Chromium leaks tens of gigabytes of pixmaps (in the Xorg process) after using hardware accelerated video

Bug #2033433 reported by Andreas Hasenack
18
This bug affects 3 people
Affects Status Importance Assigned to Milestone
chromium-browser (Ubuntu)
Fix Released
Critical
Unassigned
xorg-server (Ubuntu)
Opinion
Undecided
Unassigned

Bug Description

https://crbug.com/1467689

---

chromium 118.0.5966.0 2604 latest/edge

Whenever I use chromium in a video session (meet, youtube) that used hardware acceleration, for a long time (like 20min or more), and then close it, the whole desktop freezes, and the laptop fan turns on. Logging in remotely I see that Xorg is at 100% CPU.

The rest of the system is operational, but nothing graphical is. Just the mouse cursor moves around.

SOMETIMES, if I wait a few minutes, Xorg resumes behaving normally, and I can use the desktop again, but most of the time I have to login remotely and kill -9 xorg (plain kill won't do it).

With wayland, this does not happen.
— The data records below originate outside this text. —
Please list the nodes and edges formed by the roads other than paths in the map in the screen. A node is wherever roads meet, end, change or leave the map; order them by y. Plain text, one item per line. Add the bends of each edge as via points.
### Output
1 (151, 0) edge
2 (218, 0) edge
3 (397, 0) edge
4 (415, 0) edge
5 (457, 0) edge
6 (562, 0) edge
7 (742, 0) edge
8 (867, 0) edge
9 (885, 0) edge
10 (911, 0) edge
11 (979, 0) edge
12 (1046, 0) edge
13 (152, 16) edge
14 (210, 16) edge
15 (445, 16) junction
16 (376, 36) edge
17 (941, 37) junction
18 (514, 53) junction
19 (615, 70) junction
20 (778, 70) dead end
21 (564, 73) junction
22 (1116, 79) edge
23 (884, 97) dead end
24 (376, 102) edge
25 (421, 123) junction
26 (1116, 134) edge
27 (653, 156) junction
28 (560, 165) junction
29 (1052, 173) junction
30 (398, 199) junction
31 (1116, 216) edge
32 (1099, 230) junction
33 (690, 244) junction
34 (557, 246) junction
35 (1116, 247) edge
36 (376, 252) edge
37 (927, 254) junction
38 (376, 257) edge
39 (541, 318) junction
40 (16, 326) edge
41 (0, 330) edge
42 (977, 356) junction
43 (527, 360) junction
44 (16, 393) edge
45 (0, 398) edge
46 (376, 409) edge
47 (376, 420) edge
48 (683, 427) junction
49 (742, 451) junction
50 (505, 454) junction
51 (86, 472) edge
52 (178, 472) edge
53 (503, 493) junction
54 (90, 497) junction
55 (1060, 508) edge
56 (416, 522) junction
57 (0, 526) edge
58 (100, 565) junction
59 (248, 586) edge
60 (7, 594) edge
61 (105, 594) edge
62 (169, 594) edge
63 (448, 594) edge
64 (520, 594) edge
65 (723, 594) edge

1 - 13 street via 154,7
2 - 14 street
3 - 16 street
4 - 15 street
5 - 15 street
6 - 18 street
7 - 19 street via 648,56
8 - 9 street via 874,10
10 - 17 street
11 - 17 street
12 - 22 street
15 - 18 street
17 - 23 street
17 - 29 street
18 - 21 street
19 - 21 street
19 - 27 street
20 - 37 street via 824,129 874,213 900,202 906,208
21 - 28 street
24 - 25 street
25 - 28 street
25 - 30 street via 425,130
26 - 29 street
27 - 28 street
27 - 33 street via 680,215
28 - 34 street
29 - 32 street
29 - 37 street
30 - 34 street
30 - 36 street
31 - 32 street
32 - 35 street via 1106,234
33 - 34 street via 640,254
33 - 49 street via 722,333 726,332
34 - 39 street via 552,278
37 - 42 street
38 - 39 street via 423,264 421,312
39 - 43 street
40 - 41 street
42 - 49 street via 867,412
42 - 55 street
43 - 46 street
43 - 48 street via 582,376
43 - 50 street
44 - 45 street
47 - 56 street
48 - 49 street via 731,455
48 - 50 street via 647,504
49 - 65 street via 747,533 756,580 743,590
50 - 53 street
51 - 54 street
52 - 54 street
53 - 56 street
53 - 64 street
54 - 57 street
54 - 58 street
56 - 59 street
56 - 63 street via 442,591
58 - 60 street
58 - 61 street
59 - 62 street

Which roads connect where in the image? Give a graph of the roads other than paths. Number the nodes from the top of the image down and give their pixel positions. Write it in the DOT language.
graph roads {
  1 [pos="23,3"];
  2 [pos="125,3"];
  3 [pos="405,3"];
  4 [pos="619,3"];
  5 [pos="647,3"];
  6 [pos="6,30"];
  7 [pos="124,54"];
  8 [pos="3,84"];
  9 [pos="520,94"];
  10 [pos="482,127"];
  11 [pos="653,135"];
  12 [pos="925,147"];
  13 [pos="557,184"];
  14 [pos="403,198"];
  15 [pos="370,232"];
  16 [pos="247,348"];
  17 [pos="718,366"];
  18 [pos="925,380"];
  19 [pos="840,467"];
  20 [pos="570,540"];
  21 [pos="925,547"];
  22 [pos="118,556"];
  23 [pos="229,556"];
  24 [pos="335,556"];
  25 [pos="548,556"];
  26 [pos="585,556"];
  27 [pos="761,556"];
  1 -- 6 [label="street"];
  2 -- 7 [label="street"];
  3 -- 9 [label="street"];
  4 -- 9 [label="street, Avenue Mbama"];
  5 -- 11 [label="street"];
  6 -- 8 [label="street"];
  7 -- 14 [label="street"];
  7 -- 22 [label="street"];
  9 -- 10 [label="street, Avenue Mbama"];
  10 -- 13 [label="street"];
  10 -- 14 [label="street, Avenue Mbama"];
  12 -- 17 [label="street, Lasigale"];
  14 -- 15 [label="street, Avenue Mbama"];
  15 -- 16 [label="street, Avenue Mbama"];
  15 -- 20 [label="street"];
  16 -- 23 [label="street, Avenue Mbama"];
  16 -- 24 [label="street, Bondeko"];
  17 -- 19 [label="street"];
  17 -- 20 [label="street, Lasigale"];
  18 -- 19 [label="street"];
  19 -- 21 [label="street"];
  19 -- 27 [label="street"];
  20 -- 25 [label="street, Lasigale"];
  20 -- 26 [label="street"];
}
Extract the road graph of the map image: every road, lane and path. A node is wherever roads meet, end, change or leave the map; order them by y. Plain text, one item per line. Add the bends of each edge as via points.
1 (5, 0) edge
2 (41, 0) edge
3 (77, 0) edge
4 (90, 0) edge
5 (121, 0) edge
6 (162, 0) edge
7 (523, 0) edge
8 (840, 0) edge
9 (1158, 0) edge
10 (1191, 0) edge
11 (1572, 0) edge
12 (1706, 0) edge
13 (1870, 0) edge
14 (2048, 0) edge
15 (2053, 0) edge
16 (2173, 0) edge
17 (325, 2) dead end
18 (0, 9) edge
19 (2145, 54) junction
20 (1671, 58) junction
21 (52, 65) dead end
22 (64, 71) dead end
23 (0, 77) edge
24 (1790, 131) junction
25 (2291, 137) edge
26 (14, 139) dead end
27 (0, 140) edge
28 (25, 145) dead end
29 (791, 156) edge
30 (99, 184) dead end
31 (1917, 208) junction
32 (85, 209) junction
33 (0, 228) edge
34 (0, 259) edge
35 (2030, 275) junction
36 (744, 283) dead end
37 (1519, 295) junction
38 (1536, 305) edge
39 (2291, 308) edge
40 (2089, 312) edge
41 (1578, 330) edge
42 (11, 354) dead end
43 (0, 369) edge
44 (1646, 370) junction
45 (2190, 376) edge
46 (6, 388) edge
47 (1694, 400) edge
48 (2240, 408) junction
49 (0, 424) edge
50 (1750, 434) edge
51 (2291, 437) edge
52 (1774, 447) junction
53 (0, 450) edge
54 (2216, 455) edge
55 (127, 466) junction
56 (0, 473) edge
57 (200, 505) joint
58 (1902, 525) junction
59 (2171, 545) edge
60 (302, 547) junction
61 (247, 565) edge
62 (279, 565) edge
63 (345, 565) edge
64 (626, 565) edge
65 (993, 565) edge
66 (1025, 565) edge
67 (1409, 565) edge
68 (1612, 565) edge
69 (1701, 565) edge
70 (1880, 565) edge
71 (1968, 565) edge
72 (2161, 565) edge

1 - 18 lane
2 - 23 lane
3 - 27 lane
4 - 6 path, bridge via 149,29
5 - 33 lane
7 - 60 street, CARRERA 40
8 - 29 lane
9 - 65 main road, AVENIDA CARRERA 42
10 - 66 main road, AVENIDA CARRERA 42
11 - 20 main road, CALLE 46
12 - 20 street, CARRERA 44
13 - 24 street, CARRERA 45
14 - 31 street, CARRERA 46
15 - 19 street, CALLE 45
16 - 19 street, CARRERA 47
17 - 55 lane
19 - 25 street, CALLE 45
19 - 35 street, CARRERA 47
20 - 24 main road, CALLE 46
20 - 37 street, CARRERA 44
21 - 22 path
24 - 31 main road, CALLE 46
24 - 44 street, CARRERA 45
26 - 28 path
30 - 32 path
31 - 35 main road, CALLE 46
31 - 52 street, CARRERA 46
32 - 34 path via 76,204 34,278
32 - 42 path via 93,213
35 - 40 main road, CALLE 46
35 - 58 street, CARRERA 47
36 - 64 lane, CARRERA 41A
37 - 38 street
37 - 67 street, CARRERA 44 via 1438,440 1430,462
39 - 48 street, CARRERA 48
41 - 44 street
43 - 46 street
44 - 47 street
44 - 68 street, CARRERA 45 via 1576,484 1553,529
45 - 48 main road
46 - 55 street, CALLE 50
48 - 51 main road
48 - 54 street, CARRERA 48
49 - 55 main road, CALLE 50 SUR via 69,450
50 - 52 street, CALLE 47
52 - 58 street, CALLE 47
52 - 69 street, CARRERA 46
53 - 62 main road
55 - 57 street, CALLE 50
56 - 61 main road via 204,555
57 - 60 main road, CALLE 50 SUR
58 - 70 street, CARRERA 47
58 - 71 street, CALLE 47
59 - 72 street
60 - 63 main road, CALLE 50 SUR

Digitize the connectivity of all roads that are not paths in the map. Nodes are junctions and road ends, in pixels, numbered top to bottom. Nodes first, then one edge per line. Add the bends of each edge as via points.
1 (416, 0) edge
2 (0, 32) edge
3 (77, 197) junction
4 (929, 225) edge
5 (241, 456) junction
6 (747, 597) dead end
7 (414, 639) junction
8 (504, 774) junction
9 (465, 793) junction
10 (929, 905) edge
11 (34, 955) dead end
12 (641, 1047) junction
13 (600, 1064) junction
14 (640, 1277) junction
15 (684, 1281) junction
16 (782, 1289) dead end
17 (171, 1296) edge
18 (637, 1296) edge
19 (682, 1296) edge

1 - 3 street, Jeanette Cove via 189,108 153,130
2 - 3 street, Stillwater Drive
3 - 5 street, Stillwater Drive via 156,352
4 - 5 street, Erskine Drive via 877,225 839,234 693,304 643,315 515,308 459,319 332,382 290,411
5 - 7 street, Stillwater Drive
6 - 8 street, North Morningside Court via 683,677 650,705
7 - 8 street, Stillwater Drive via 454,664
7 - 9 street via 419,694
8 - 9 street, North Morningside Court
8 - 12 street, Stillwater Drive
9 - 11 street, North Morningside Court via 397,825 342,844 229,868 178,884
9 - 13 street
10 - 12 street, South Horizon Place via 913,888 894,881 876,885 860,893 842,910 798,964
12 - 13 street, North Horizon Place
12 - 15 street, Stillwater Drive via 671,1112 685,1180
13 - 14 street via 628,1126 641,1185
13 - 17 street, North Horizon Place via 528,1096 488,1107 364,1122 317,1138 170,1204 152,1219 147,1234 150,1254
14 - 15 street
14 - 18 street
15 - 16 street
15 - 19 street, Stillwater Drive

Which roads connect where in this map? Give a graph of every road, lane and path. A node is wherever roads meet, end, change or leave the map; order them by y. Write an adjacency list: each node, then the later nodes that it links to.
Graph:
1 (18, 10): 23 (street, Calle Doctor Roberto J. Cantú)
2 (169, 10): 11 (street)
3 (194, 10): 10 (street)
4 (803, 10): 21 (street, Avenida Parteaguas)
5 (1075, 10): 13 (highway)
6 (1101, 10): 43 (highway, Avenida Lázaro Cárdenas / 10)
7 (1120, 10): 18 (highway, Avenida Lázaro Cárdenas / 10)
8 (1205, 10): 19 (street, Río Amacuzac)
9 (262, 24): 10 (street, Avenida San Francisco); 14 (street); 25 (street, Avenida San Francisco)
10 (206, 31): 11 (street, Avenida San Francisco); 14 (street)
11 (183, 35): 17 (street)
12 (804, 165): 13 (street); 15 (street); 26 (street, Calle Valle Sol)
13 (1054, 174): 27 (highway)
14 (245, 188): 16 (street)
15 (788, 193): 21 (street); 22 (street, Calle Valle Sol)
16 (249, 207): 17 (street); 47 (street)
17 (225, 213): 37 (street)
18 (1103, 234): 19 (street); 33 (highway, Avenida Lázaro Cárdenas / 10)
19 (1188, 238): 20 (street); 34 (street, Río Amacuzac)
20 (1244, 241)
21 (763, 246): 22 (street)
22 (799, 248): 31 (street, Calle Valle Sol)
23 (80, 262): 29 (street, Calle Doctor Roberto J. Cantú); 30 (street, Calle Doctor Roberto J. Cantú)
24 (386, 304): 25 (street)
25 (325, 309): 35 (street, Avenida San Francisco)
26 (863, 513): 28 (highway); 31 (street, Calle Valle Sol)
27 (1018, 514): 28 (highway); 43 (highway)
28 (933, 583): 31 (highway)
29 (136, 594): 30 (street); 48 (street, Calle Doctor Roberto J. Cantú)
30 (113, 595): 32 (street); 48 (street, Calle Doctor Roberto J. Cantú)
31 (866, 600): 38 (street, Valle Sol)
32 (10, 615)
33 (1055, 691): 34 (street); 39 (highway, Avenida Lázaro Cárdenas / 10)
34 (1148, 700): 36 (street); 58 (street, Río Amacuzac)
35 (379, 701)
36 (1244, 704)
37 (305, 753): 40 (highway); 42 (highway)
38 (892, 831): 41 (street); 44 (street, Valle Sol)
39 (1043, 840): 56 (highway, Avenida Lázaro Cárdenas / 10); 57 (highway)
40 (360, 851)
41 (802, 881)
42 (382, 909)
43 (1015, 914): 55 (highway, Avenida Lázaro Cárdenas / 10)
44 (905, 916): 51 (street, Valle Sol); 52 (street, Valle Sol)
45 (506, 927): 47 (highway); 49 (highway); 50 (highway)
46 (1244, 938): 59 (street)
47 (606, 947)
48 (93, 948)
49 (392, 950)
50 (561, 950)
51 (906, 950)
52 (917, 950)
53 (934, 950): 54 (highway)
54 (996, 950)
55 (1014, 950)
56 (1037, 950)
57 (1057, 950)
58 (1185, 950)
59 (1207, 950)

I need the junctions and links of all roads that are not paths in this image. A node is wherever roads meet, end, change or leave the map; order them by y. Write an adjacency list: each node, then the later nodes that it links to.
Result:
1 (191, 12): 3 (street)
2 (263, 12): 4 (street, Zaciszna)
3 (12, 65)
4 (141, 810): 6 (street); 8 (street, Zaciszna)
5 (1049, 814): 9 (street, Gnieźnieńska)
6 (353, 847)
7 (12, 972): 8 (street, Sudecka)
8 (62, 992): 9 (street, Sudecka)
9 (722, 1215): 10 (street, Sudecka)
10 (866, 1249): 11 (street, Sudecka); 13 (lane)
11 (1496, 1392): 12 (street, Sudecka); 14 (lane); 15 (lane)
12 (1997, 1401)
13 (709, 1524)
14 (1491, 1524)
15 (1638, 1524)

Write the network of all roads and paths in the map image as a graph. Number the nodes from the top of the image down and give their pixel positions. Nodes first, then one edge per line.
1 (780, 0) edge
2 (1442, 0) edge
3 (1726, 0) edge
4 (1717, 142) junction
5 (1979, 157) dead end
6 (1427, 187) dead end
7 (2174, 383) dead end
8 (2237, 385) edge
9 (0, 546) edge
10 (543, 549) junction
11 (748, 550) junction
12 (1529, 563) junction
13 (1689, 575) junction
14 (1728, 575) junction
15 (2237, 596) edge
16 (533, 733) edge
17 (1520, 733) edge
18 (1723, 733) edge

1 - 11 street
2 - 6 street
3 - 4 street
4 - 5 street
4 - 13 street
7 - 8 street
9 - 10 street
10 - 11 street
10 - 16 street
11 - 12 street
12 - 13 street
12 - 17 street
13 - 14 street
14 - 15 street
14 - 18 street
This could very well be an Xorg bug, but filing here first for visibility.

$ lsgpu
card0 Intel Alderlake_p (Gen12) drm:/dev/dri/card0
└─renderD128

$ lscpu
Architecture: x86_64
  CPU op-mode(s): 32-bit, 64-bit
  Address sizes: 46 bits physical, 48 bits virtual
  Byte Order: Little Endian
CPU(s): 16
  On-line CPU(s) list: 0-15
Vendor ID: GenuineIntel
  Model name: 12th Gen Intel(R) Core(TM) i7-1270P
    CPU family: 6
    Model: 154
    Thread(s) per core: 2
    Core(s) per socket: 12
    Socket(s): 1
    Stepping: 3
    CPU(s) scaling MHz: 41%
    CPU max MHz: 4800,0000
    CPU min MHz: 400,0000
    BogoMIPS: 4992,00
    Flags: fpu vme de pse tsc msr pae mce cx8 apic sep mtrr pge mca cmov pat pse36 clflush dts acpi mmx fxsr sse sse2 ss ht tm pbe syscall nx pdp
                         e1gb rdtscp lm constant_tsc art arch_perfmon pebs bts rep_good nopl xtopology nonstop_tsc cpuid aperfmperf tsc_known_freq pni pclmulqd
                         q dtes64 monitor ds_cpl vmx smx est tm2 ssse3 sdbg fma cx16 xtpr pdcm sse4_1 sse4_2 x2apic movbe popcnt tsc_deadline_timer aes xsave a
                         vx f16c rdrand lahf_lm abm 3dnowprefetch cpuid_fault epb ssbd ibrs ibpb stibp ibrs_enhanced tpr_shadow vnmi flexpriority ept vpid ept_
                         ad fsgsbase tsc_adjust bmi1 avx2 smep bmi2 erms invpcid rdseed adx smap clflushopt clwb intel_pt sha_ni xsaveopt xsavec xgetbv1 xsaves
                          split_lock_detect avx_vnni dtherm ida arat pln pts hwp hwp_notify hwp_act_window hwp_epp hwp_pkg_req hfi umip pku ospke waitpkg gfni
                         vaes vpclmulqdq tme rdpid movdiri movdir64b fsrm md_clear serialize pconfig arch_lbr ibt flush_l1d arch_capabilities
Virtualization features:
  Virtualization: VT-x
Caches (sum of all):
  L1d: 448 KiB (12 instances)
  L1i: 640 KiB (12 instances)
  L2: 9 MiB (6 instances)
  L3: 18 MiB (1 instance)
NUMA:
  NUMA node(s): 1
  NUMA node0 CPU(s): 0-15
Vulnerabilities:
  Itlb multihit: Not affected
  L1tf: Not affected
  Mds: Not affected
  Meltdown: Not affected
  Mmio stale data: Not affected
  Retbleed: Not affected
  Spec store bypass: Mitigation; Speculative Store Bypass disabled via prctl
  Spectre v1: Mitigation; usercopy/swapgs barriers and __user pointer sanitization
  Spectre v2: Mitigation; Enhanced IBRS, IBPB conditional, RSB filling, PBRSB-eIBRS SW sequence
  Srbds: Not affected
  Tsx async abort: Not affected

ProblemType: Bug
DistroRelease: Ubuntu 23.04
Package: chromium-browser (not installed)
ProcVersionSignature: Ubuntu 6.2.0-27.28-generic 6.2.15
Uname: Linux 6.2.0-27-generic x86_64
NonfreeKernelModules: zfs zunicode zavl icp zcommon znvpair
ApportVersion: 2.26.1-0ubuntu2
Architecture: amd64
CasperMD5CheckResult: unknown
CurrentDesktop: ubuntu:GNOME
Date: Tue Aug 29 16:47:30 2023
RebootRequiredPkgs: Error: path contained symlinks.
SourcePackage: chromium-browser
UpgradeStatus: No upgrade log present (probably fresh install)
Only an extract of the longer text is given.